At the hearing, a video of CUNY students speaking about SAF issue was played. As if to prove a point, the video wouldn’t play in the beginning and lagged at certain parts.
Students felt Governor Cuomo wasn’t addressing their needs, and that there should be a lot more money dedicated to funding CUNY. In addition to holding hearings and educating the public, advice from those on the panel was to engage in the politics.
“The elected officials who are here are your friends, they are supportive of your endeavors. But not every elected official is,” Earnest Skinner, a representative from Council Member Jumaane Williams office said. “It’s critical for you to identify… those who are not supportive, and showing up at the polls, showing up at their offices, writing letters or emails so that your voices will resonate with the changes that are made.”
Council Member Robert Holden of Queens suggested for students to go after the governor. “It’s an election year, he’s challenged. That’s the best way to get funding in an election year.”
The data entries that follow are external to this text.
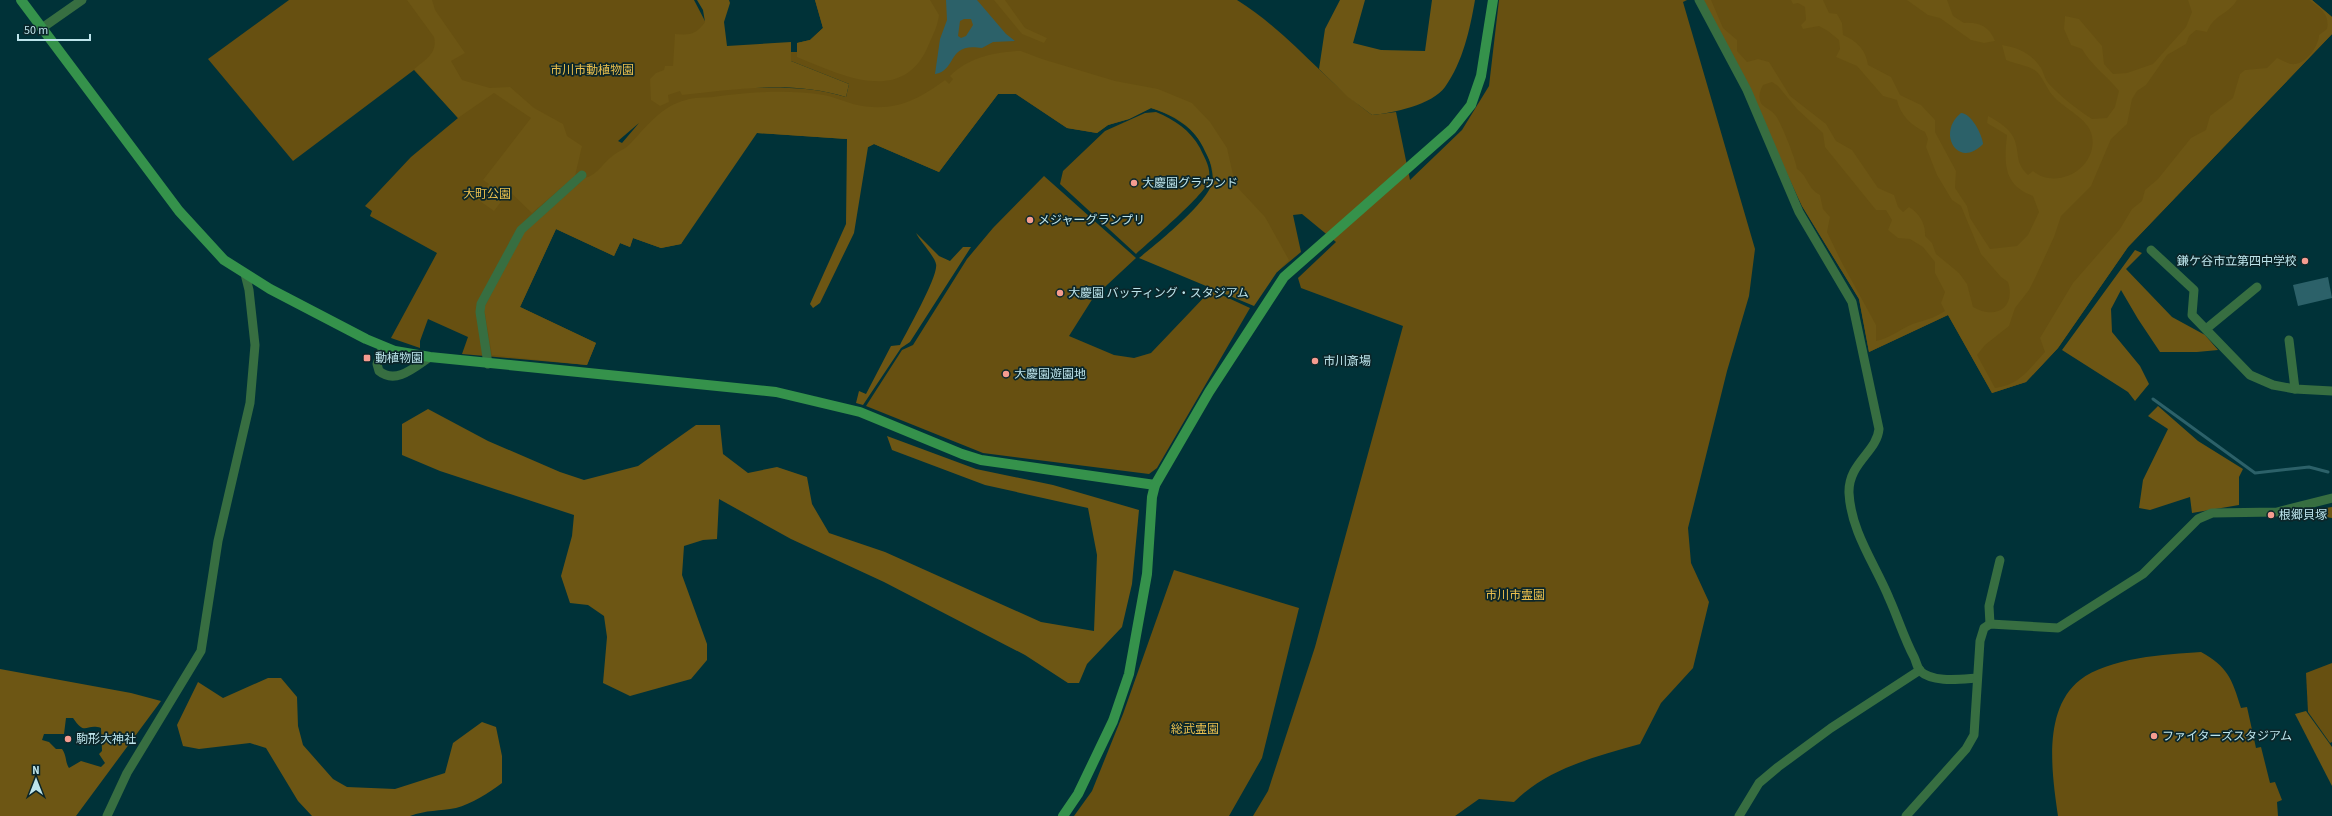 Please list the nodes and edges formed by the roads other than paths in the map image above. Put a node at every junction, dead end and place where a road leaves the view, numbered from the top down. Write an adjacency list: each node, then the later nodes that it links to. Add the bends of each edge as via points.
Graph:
1 (21, 0): 5 (street)
2 (82, 0): 5 (street)
3 (1493, 0): 17 (street, via 1481,76 1471,105 1452,129 1284,277 1209,392)
4 (1699, 0): 21 (street, via 1746,90 1799,212 1852,302 1879,429 1878,438 1855,469 1849,493 1854,520)
5 (42, 28): 8 (street, via 191,225 224,260)
6 (582, 175): 14 (street, via 521,230 481,304)
7 (2151, 250): 10 (street, via 2194,290 2192,315)
8 (245, 274): 12 (street, via 344,328); 23 (street, via 250,290 255,345 250,403 218,541 201,651 127,773)
9 (2257, 287): 10 (street)
10 (2206, 329): 15 (street, via 2250,375 2273,385)
11 (2289, 340): 15 (street)
12 (383, 346): 13 (street); 13 (street, via 377,367 389,377 400,375)
13 (430, 358): 14 (street)
14 (488, 364): 17 (street, via 776,392 860,412 980,460)
15 (2295, 389): 16 (street)
16 (2332, 391)
17 (1155, 485): 24 (street, via 1145,586 1122,698 1078,794)
18 (2332, 498): 20 (street, via 2277,512 2212,513 2198,519 2143,574 2058,628)
19 (2000, 560): 20 (street, via 1989,606)
20 (1990, 624): 22 (street, via 1984,628 1980,641)
21 (1920, 670): 22 (street, via 1931,676 1949,679); 25 (street, via 1830,728 1778,767 1759,783)
22 (1976, 678): 26 (street, via 1974,734 1966,749)
23 (107, 816)
24 (1063, 816)
25 (1739, 816)
26 (1906, 816)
Out of the six people in the panel– Skinner, Holden, Bichotte, Brooklyn College student Zunera Ahmed, Council Member Inez Barron, and Public Advocate Letitia James– the most passionate, perhaps, was Barron.
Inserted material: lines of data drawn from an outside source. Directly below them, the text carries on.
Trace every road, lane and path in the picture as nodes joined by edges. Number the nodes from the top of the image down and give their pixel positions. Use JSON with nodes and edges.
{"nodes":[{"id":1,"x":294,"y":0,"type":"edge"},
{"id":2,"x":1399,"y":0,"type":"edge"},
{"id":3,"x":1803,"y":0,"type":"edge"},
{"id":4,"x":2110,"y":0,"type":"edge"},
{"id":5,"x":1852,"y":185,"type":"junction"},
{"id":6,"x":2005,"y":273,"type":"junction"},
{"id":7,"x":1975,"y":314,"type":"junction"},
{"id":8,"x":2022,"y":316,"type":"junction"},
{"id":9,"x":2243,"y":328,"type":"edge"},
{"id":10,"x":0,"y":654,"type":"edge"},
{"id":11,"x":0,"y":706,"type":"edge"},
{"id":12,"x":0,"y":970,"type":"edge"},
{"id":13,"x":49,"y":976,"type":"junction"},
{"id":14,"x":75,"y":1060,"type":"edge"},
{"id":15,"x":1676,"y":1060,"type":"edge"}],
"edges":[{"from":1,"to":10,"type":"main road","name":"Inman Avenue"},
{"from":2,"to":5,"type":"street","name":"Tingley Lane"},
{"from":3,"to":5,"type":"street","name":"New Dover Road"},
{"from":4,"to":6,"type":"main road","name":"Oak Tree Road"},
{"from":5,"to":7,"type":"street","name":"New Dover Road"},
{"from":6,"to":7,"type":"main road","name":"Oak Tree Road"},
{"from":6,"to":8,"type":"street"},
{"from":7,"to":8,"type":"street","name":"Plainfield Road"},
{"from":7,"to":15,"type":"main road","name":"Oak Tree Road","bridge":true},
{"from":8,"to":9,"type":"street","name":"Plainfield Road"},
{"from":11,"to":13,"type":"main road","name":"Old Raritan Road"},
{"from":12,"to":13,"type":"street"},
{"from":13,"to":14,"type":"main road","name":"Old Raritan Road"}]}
Barron is the chair of the Committee on Higher Education. In 1967, she graduated Hunter College, a CUNY school, with a Bachelor of Arts in Physiology. At the time, CUNY was free, which allowed her to “get a fantastic world-class education,” she said.
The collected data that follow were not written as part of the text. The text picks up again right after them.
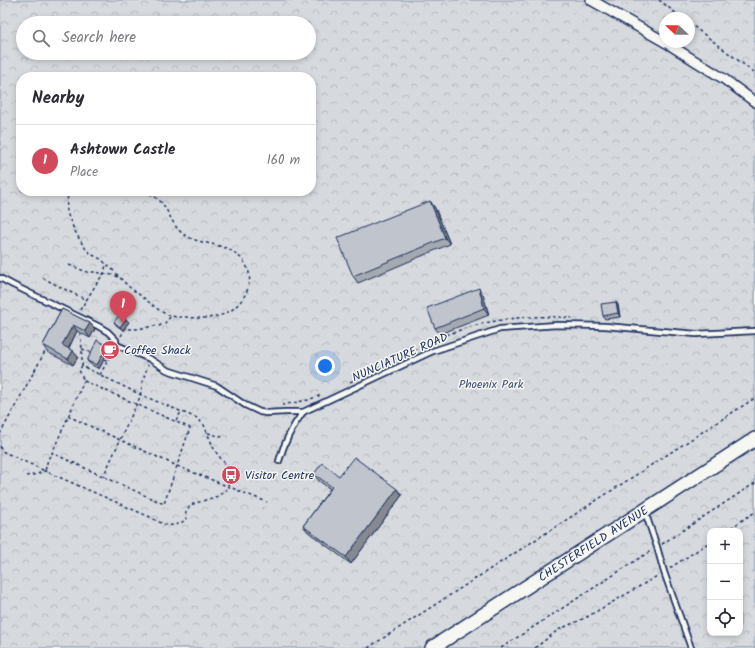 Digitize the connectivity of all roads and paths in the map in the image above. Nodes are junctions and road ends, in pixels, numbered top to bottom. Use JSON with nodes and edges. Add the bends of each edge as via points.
{"nodes":[{"id":1,"x":591,"y":0,"type":"edge"},
{"id":2,"x":659,"y":0,"type":"edge"},
{"id":3,"x":674,"y":12,"type":"edge"},
{"id":4,"x":695,"y":28,"type":"edge"},
{"id":5,"x":659,"y":39,"type":"edge"},
{"id":6,"x":675,"y":48,"type":"edge"},
{"id":7,"x":755,"y":73,"type":"edge"},
{"id":8,"x":755,"y":102,"type":"edge"},
{"id":9,"x":68,"y":196,"type":"edge"},
{"id":10,"x":152,"y":196,"type":"edge"},
{"id":11,"x":102,"y":260,"type":"junction"},
{"id":12,"x":69,"y":264,"type":"dead end"},
{"id":13,"x":104,"y":273,"type":"junction"},
{"id":14,"x":0,"y":278,"type":"edge"},
{"id":15,"x":43,"y":278,"type":"dead end"},
{"id":16,"x":120,"y":278,"type":"junction"},
{"id":17,"x":87,"y":300,"type":"junction"},
{"id":18,"x":77,"y":316,"type":"junction"},
{"id":19,"x":171,"y":316,"type":"junction"},
{"id":20,"x":155,"y":326,"type":"dead end"},
{"id":21,"x":755,"y":331,"type":"edge"},
{"id":22,"x":80,"y":333,"type":"edge"},
{"id":23,"x":49,"y":345,"type":"edge"},
{"id":24,"x":82,"y":349,"type":"junction"},
{"id":25,"x":94,"y":354,"type":"edge"},
{"id":26,"x":104,"y":359,"type":"edge"},
{"id":27,"x":150,"y":359,"type":"junction"},
{"id":28,"x":108,"y":361,"type":"dead end"},
{"id":29,"x":82,"y":366,"type":"junction"},
{"id":30,"x":84,"y":381,"type":"junction"},
{"id":31,"x":141,"y":395,"type":"junction"},
{"id":32,"x":755,"y":398,"type":"edge"},
{"id":33,"x":137,"y":404,"type":"junction"},
{"id":34,"x":181,"y":412,"type":"junction"},
{"id":35,"x":303,"y":412,"type":"junction"},
{"id":36,"x":68,"y":416,"type":"junction"},
{"id":37,"x":176,"y":421,"type":"junction"},
{"id":38,"x":208,"y":433,"type":"junction"},
{"id":39,"x":0,"y":434,"type":"edge"},
{"id":40,"x":222,"y":437,"type":"dead end"},
{"id":41,"x":755,"y":439,"type":"edge"},
{"id":42,"x":120,"y":440,"type":"junction"},
{"id":43,"x":0,"y":446,"type":"edge"},
{"id":44,"x":52,"y":454,"type":"junction"},
{"id":45,"x":279,"y":461,"type":"dead end"},
{"id":46,"x":177,"y":466,"type":"junction"},
{"id":47,"x":45,"y":471,"type":"junction"},
{"id":48,"x":26,"y":476,"type":"dead end"},
{"id":49,"x":103,"y":477,"type":"junction"},
{"id":50,"x":755,"y":483,"type":"edge"},
{"id":51,"x":228,"y":486,"type":"junction"},
{"id":52,"x":267,"y":502,"type":"dead end"},
{"id":53,"x":644,"y":511,"type":"junction"},
{"id":54,"x":755,"y":512,"type":"edge"},
{"id":55,"x":731,"y":528,"type":"edge"},
{"id":56,"x":707,"y":544,"type":"edge"},
{"id":57,"x":657,"y":547,"type":"junction"},
{"id":58,"x":664,"y":572,"type":"junction"},
{"id":59,"x":368,"y":648,"type":"edge"},
{"id":60,"x":432,"y":648,"type":"edge"},
{"id":61,"x":501,"y":648,"type":"edge"},
{"id":62,"x":535,"y":648,"type":"edge"},
{"id":63,"x":691,"y":648,"type":"edge"}],
"edges":[{"from":1,"to":5,"type":"street"},
{"from":2,"to":3,"type":"path"},
{"from":4,"to":7,"type":"path"},
{"from":6,"to":8,"type":"street"},
{"from":9,"to":11,"type":"path","via":[[67,212],[83,245],[88,252]]},
{"from":10,"to":19,"type":"path","via":[[160,201],[172,222],[183,233],[191,238],[229,249],[244,261],[248,269],[249,287],[239,304],[228,313],[202,319]]},
{"from":11,"to":13,"type":"path","via":[[106,265]]},
{"from":11,"to":16,"type":"path"},
{"from":12,"to":13,"type":"path","via":[[87,272]]},
{"from":13,"to":16,"type":"path"},
{"from":13,"to":17,"type":"path"},
{"from":14,"to":18,"type":"lane"},
{"from":15,"to":17,"type":"path"},
{"from":16,"to":19,"type":"path","via":[[155,307]]},
{"from":17,"to":18,"type":"path"},
{"from":18,"to":27,"type":"lane","via":[[108,332],[119,346]]},
{"from":19,"to":20,"type":"path","via":[[165,323]]},
{"from":21,"to":35,"type":"lane","name":"NUNCIATURE ROAD","via":[[696,334],[557,325],[500,329],[433,351]]},
{"from":22,"to":24,"type":"path"},
{"from":23,"to":39,"type":"path"},
{"from":24,"to":25,"type":"path"},
{"from":24,"to":29,"type":"path"},
{"from":26,"to":28,"type":"path"},
{"from":27,"to":31,"type":"path"},
{"from":27,"to":35,"type":"lane","via":[[167,370],[217,386],[260,412]]},
{"from":29,"to":30,"type":"path","via":[[79,370]]},
{"from":29,"to":31,"type":"path"},
{"from":30,"to":33,"type":"path"},
{"from":30,"to":36,"type":"path"},
{"from":31,"to":33,"type":"path"},
{"from":31,"to":34,"type":"path"},
{"from":32,"to":59,"type":"path"},
{"from":33,"to":37,"type":"path"},
{"from":33,"to":42,"type":"path"},
{"from":34,"to":37,"type":"path"},
{"from":34,"to":38,"type":"path","via":[[197,418]]},
{"from":35,"to":45,"type":"lane","via":[[294,424]]},
{"from":36,"to":42,"type":"path"},
{"from":36,"to":44,"type":"path"},
{"from":37,"to":46,"type":"path","via":[[190,428]]},
{"from":38,"to":40,"type":"path"},
{"from":38,"to":51,"type":"path","via":[[214,449],[228,467]]},
{"from":41,"to":53,"type":"street","name":"CHESTERFIELD AVENUE"},
{"from":42,"to":46,"type":"path"},
{"from":42,"to":49,"type":"path"},
{"from":43,"to":47,"type":"path","via":[[2,451]]},
{"from":44,"to":47,"type":"path"},
{"from":44,"to":49,"type":"path"},
{"from":46,"to":49,"type":"path","via":[[164,504]]},
{"from":46,"to":51,"type":"path"},
{"from":47,"to":48,"type":"path"},
{"from":47,"to":51,"type":"path","via":[[166,526],[180,524],[187,519],[185,515],[193,504],[218,496]]},
{"from":50,"to":57,"type":"path"},
{"from":51,"to":52,"type":"path"},
{"from":53,"to":57,"type":"lane"},
{"from":53,"to":60,"type":"street","name":"CHESTERFIELD AVENUE"},
{"from":54,"to":55,"type":"path"},
{"from":56,"to":58,"type":"path"},
{"from":57,"to":58,"type":"lane"},
{"from":57,"to":61,"type":"path"},
{"from":58,"to":62,"type":"path","via":[[587,618],[558,630]]},
{"from":58,"to":63,"type":"lane"}]}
“Education was compulsory to eighth grade during the agricultural times,” she said. “Listen, eighth grade is not enough, you got to extend it to twelfth grade. Well, you know what? If you’re looking at the world today, twelfth grade is not enough. And the State and the City have an obligation to provide education beyond the twelfth grade free of cost.”
Barron argued that “the State has dismally failed CUNY.”
“Student’s tuition should not be the way in which colleges are run to provide the courses and to pay instructor’s fees,” she said. “That should be the obligation of the State.”
Tish James spoke about the 9-day Howard University student protest which ended with an agreement between students and the college to meet their demands. She said that it is students who make change happen.
Davis believes that even though issues are not often resolved, public hearings are “absolutely worth having.”
“They serve several important functions: they inform the elected officials or other panelists who are present; they inform members of the audience, galvanize their energy around the issues, and inspire them to take subsequent actions,” he said, “they spark debates and raise questions for further investigation; and they help those in attendance to identify the levers of power that may be required for subsequent steps to be more broadly effective.”
Next time though, he’d like to see Cuomo and de Blasio in attendance listening to students.
“Why is a beautiful system like CUNY not being funded?” Ahmed said. “Why is a beautiful system like CUNY not being looked at, and honored, and showcased around the country?”
We reached out to CUNY twice but did not hear back.